TASK TO COMPLETE
Only a number is wanted here: the count of lines in the entries below that contain the word "list".

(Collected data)

________________________

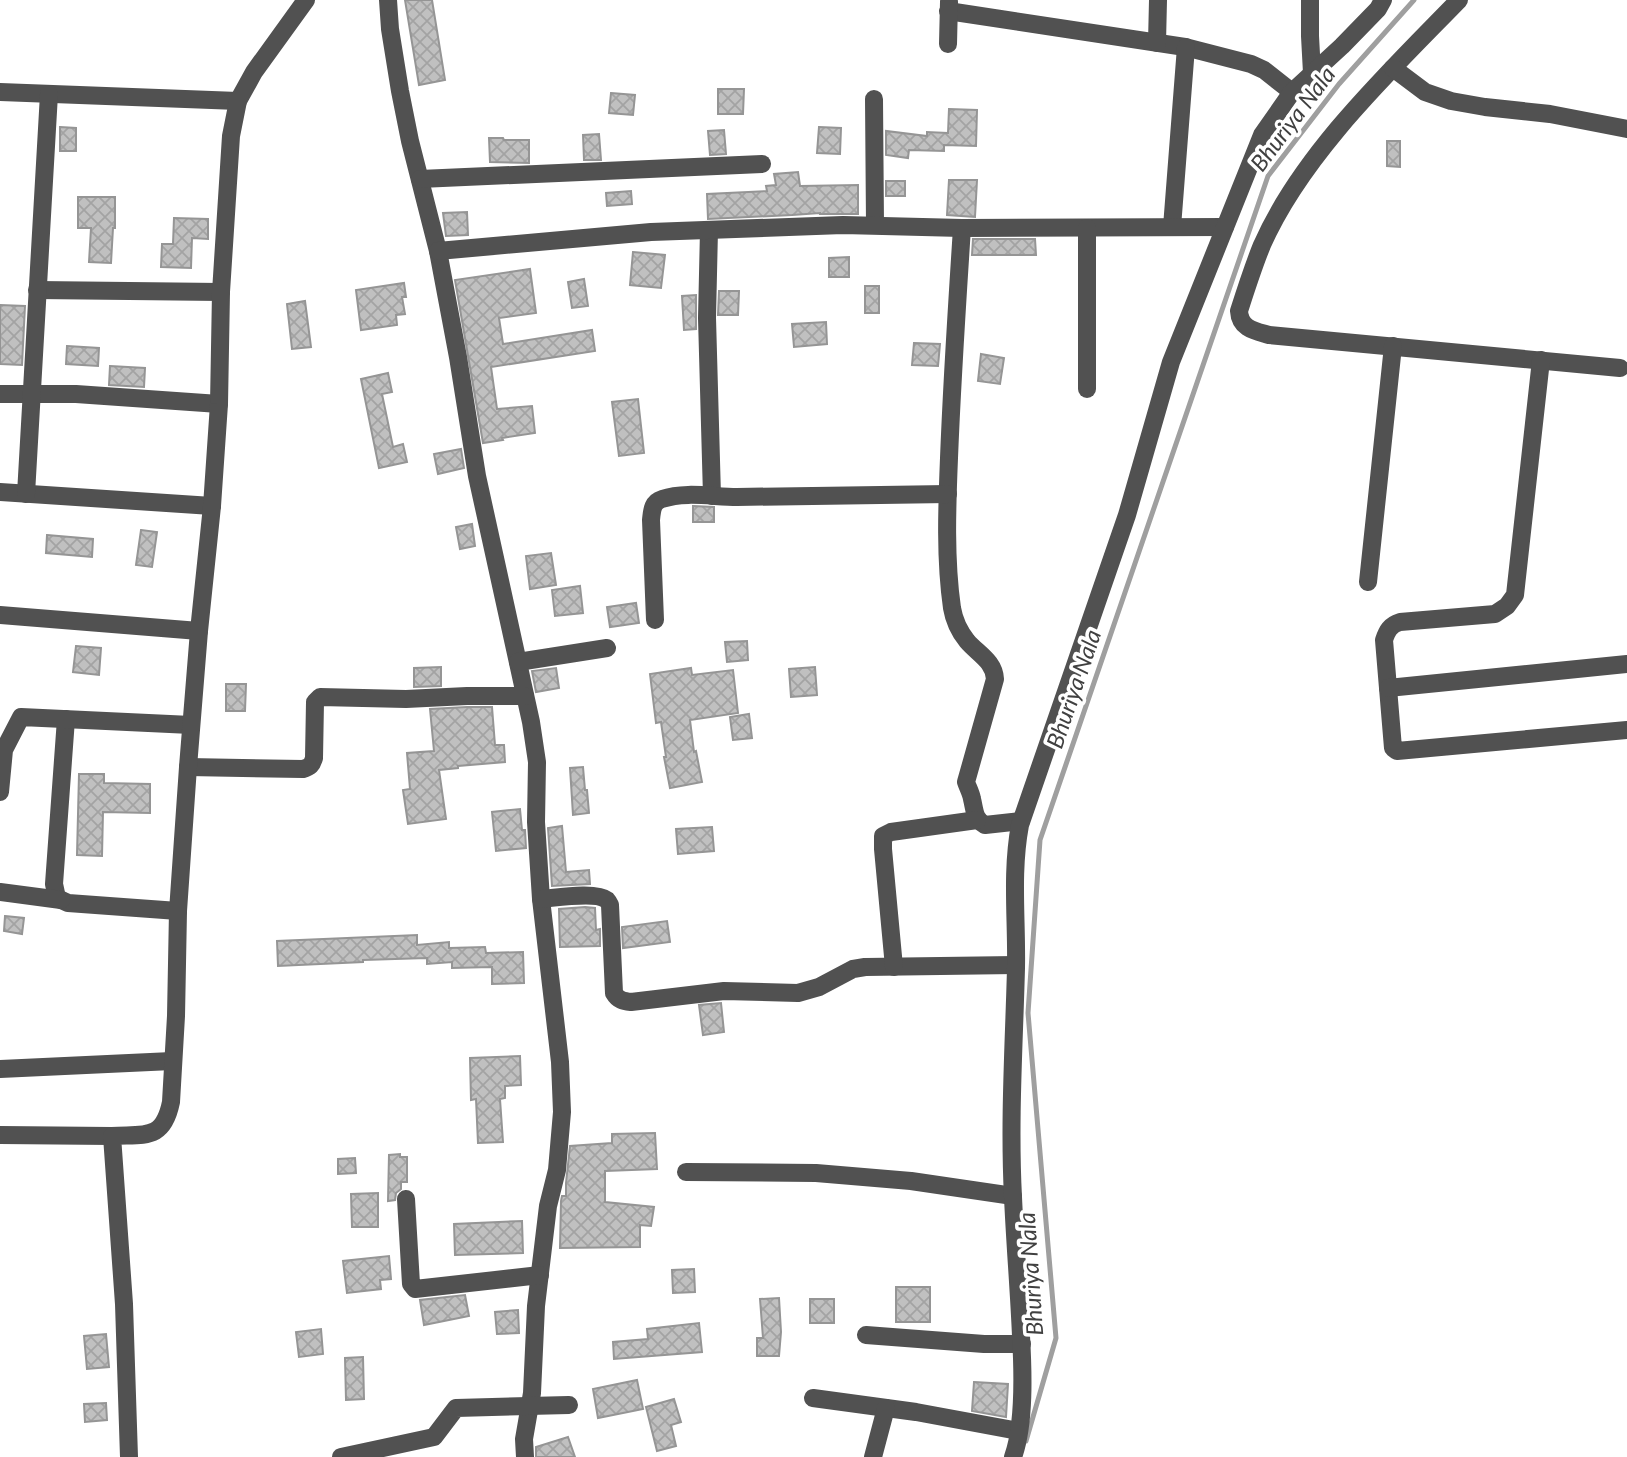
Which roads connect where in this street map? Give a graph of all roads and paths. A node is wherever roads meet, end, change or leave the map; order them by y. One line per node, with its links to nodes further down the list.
1 (306, 0): 17 (street)
2 (388, 0): 20 (street)
3 (1158, 0): 8 (street)
4 (1310, 0): 12 (street)
5 (1383, 0): 12 (street)
6 (1459, 0): 11 (street)
7 (949, 6): 8 (street); 9 (street)
8 (1157, 43): 10 (street)
9 (948, 44)
10 (1186, 47): 14 (street); 22 (street)
11 (1393, 68): 18 (street); 30 (street)
12 (1312, 73): 14 (street)
13 (0, 92): 15 (street)
14 (1292, 92): 23 (street)
15 (49, 94): 17 (street); 28 (street)
16 (874, 99): 21 (street)
17 (238, 101): 29 (street)
18 (1627, 129)
19 (762, 164): 20 (street)
20 (420, 179): 27 (street)
21 (875, 225): 24 (street); 26 (street)
22 (1172, 227): 23 (street); 25 (street)
23 (1225, 227): 57 (street)
24 (962, 228): 25 (street); 39 (street)
25 (1087, 228): 33 (street)
26 (709, 230): 27 (street); 40 (street)
27 (438, 251): 47 (street)
28 (37, 290): 29 (street); 35 (street)
29 (221, 292): 36 (street)
30 (1393, 346): 31 (street); 42 (street)
31 (1541, 360): 32 (street); 49 (street)
32 (1620, 368)
33 (1087, 389)
34 (0, 394): 35 (street)
35 (33, 394): 36 (street); 38 (street)
36 (219, 404): 41 (street)
37 (0, 492): 38 (street)
38 (26, 494): 41 (street)
39 (948, 494): 40 (street); 56 (street)
40 (712, 496): 44 (street)
41 (212, 506): 45 (street)
42 (1368, 582)
43 (0, 615): 45 (street)
44 (655, 620)
45 (199, 631): 52 (street)
46 (607, 648): 47 (street)
47 (518, 662): 50 (street)
48 (1627, 664): 49 (street)
49 (1388, 688): 53 (street)
50 (526, 696): 54 (street); 59 (street)
51 (66, 719): 52 (street); 55 (street); 60 (street)
52 (191, 726): 54 (street)
53 (1627, 730)
54 (188, 767): 61 (street)
55 (0, 792)
56 (977, 820): 57 (street); 63 (street)
57 (1021, 821): 62 (street)
58 (0, 892): 60 (street)
59 (541, 899): 63 (street); 71 (street)
60 (61, 901): 61 (street)
61 (178, 911): 64 (street)
62 (1016, 965): 63 (street); 69 (street)
63 (894, 967)
64 (172, 1061): 65 (street); 67 (street)
65 (0, 1069)
66 (0, 1135): 67 (street)
67 (112, 1136): 79 (street)
68 (686, 1172): 69 (street)
69 (1013, 1196): 73 (street)
70 (406, 1199): 71 (street)
71 (540, 1275): 76 (street)
72 (866, 1335): 73 (street)
73 (1022, 1344): 78 (street)
74 (813, 1398): 77 (street)
75 (569, 1405): 76 (street)
76 (530, 1406): 80 (street); 81 (street)
77 (886, 1408): 78 (street); 82 (street)
78 (1018, 1431): 83 (street)
79 (129, 1457)
80 (341, 1457)
81 (525, 1457)
82 (873, 1457)
83 (1013, 1457)

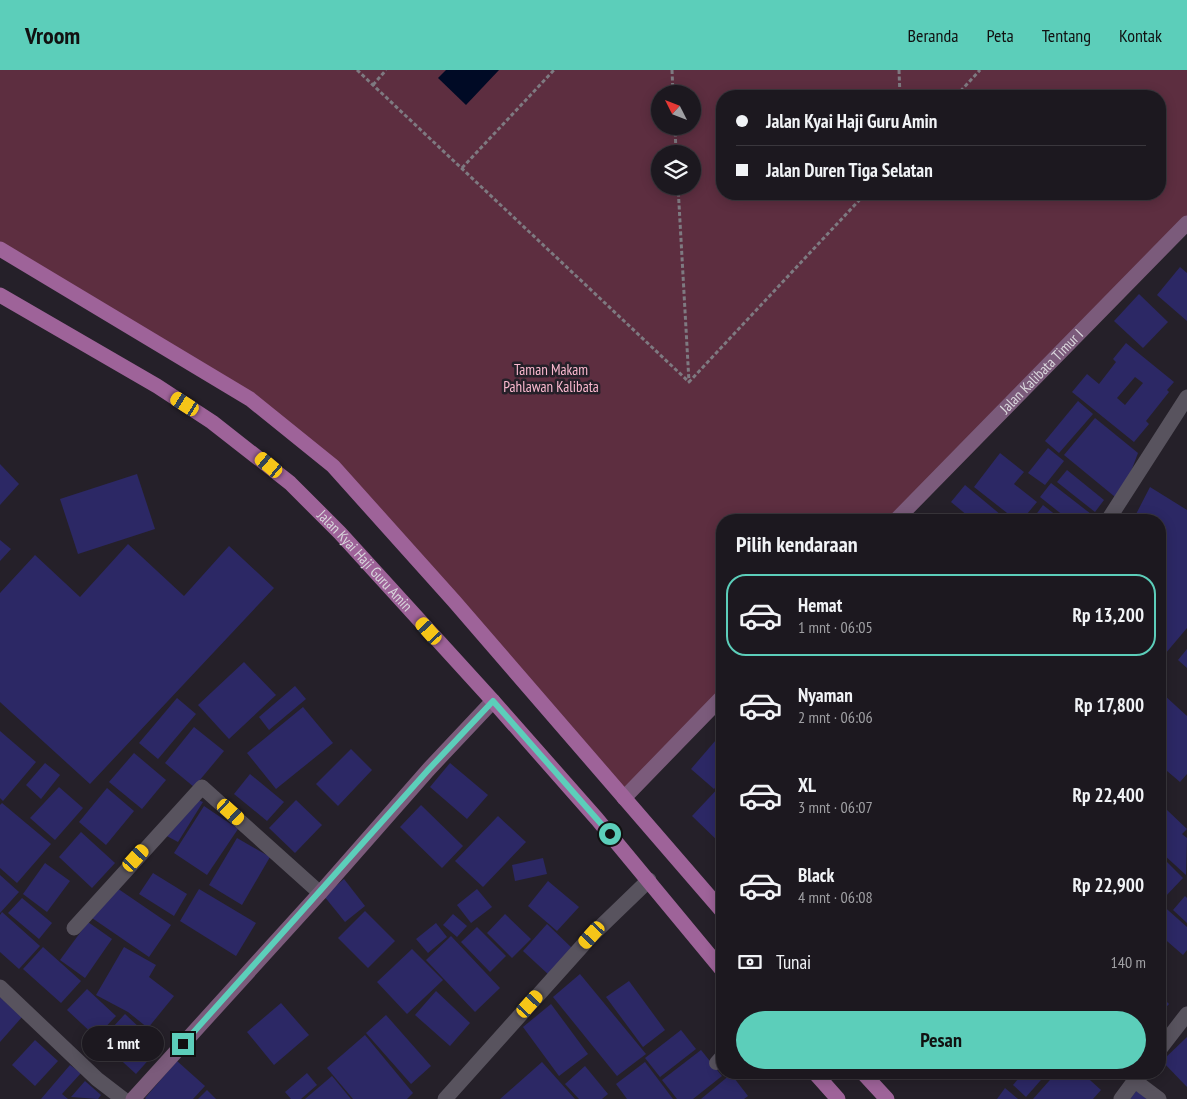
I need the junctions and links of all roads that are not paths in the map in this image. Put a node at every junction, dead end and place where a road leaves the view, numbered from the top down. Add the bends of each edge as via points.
1 (1187, 223) edge
2 (0, 249) edge
3 (0, 295) edge
4 (1187, 397) edge
5 (902, 514) edge
6 (1112, 514) edge
7 (493, 701) junction
8 (716, 703) edge
9 (624, 798) junction
10 (643, 884) junction
11 (320, 893) junction
12 (716, 905) edge
13 (74, 928) dead end
14 (716, 963) edge
15 (0, 987) edge
16 (1187, 1014) edge
17 (1166, 1040) edge
18 (820, 1079) edge
19 (868, 1079) edge
20 (1136, 1079) edge
21 (1140, 1079) edge
22 (123, 1099) edge
23 (133, 1099) edge
24 (444, 1099) edge
25 (838, 1099) edge
26 (887, 1099) edge
27 (1121, 1099) edge
28 (1159, 1099) edge

1 - 5 street, Jalan Kalibata Timur I
2 - 9 main road via 250,399 332,466
3 - 7 main road, Jalan Kyai Haji Guru Amin via 157,386 265,462 340,533
4 - 6 street
7 - 10 main road, Jalan Kyai Haji Guru Amin
7 - 11 street
8 - 9 street
9 - 12 main road
10 - 14 main road, Jalan Kyai Haji Guru Amin
10 - 24 street via 592,935
11 - 13 street via 202,787
11 - 23 street
15 - 22 street via 97,1079
16 - 17 street
18 - 25 main road
19 - 26 main road
20 - 27 street
21 - 28 street

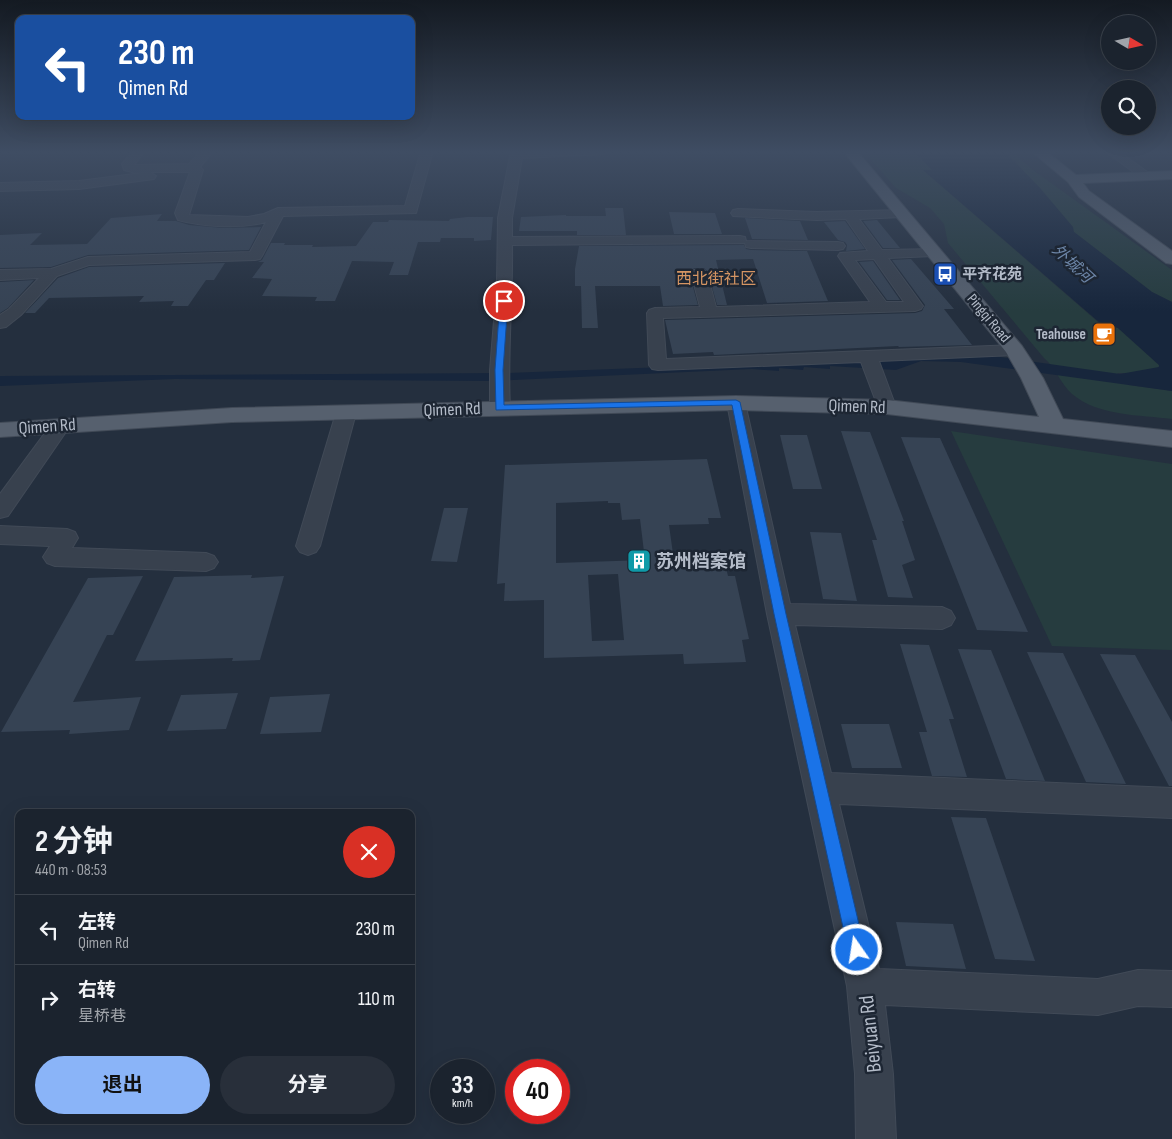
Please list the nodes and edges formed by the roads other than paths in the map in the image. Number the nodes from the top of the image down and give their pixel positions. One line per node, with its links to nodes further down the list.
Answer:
1 (185, 204): 7 (street)
2 (412, 204): 7 (street)
3 (508, 204): 12 (street)
4 (893, 204): 8 (main road, Pingqi Road)
5 (1098, 204): 17 (main road)
6 (1113, 204): 13 (main road)
7 (278, 212): 18 (street)
8 (901, 213): 10 (street); 15 (main road, Pingqi Road)
9 (738, 214): 11 (street)
10 (849, 214): 11 (street); 16 (street)
11 (817, 216): 14 (street)
12 (505, 241): 14 (street); 28 (street)
13 (1172, 246)
14 (841, 251): 16 (street); 21 (street)
15 (933, 252): 16 (street); 25 (main road, Pingqi Road)
16 (878, 254): 21 (street)
17 (1172, 259)
18 (52, 273): 20 (street); 23 (street)
19 (699, 273): 22 (street)
20 (2, 277)
21 (881, 307): 22 (street)
22 (708, 312): 24 (street)
23 (0, 323)
24 (870, 361): 25 (street); 27 (street)
25 (1024, 364): 31 (main road, Pingqi Road)
26 (736, 402): 27 (main road, Qimen Rd); 28 (main road, Qimen Rd); 38 (street, Beiyuan Rd)
27 (887, 407): 31 (main road, Qimen Rd)
28 (500, 408): 29 (main road, Qimen Rd)
29 (346, 413): 30 (main road, Qimen Rd); 36 (street)
30 (60, 426): 32 (main road, Qimen Rd); 34 (street)
31 (1055, 426): 33 (main road, Qimen Rd)
32 (0, 430)
33 (1172, 439)
34 (0, 510)
35 (0, 535): 37 (street)
36 (308, 546)
37 (206, 562)
38 (780, 614): 39 (street); 40 (street, Beiyuan Rd)
39 (942, 618)
40 (819, 788): 41 (street); 42 (street, Beiyuan Rd)
41 (1172, 803)
42 (865, 986): 43 (street); 44 (street, Beiyuan Rd)
43 (1172, 989)
44 (876, 1139)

________________________

TASK OUTPUT
2